= Punjab Janata Party =

Indian political party

Punjab Janata Party was an Indian political party.

It was formed by Lachhman Singh Gill on 22 November 1967.

Lachhman Singh was a cabinet minister in Gurnam Singh government. Gurnam Singh became the Chief Minister of Punjab after the 1967 Punjab Legislative Assembly election. Lachhman Singh Gill, due to differences with Gurnam Singh, defected with 16 other members and formed Punjab Janata Party.

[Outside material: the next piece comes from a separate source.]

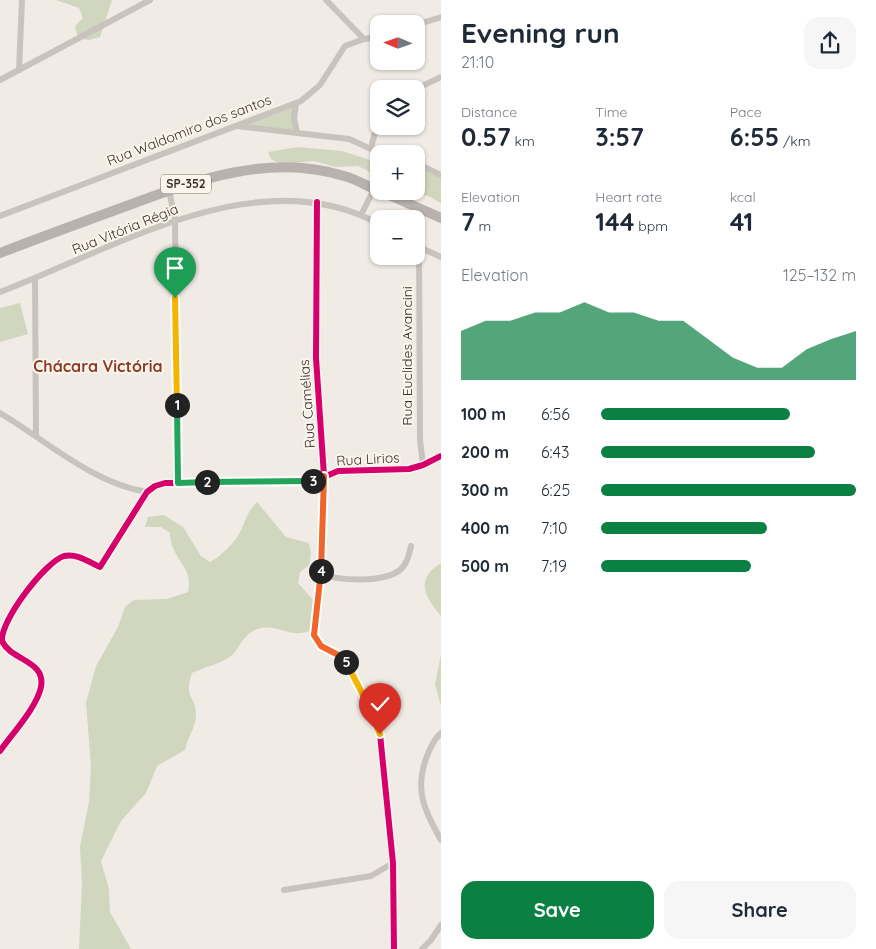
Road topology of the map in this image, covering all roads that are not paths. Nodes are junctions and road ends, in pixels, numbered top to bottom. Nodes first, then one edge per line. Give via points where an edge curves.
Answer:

He formed a minority government with the support of Indian National Congress on 25 November 1967. However, this government lasted for only 9 months. Congress president S. Nijalingappa announced his decision to withdraw support from the government on 21 August 1968. On the same day, Lachhman Singh Gill resigned from the post and President's rule was imposed on 23 August 1968.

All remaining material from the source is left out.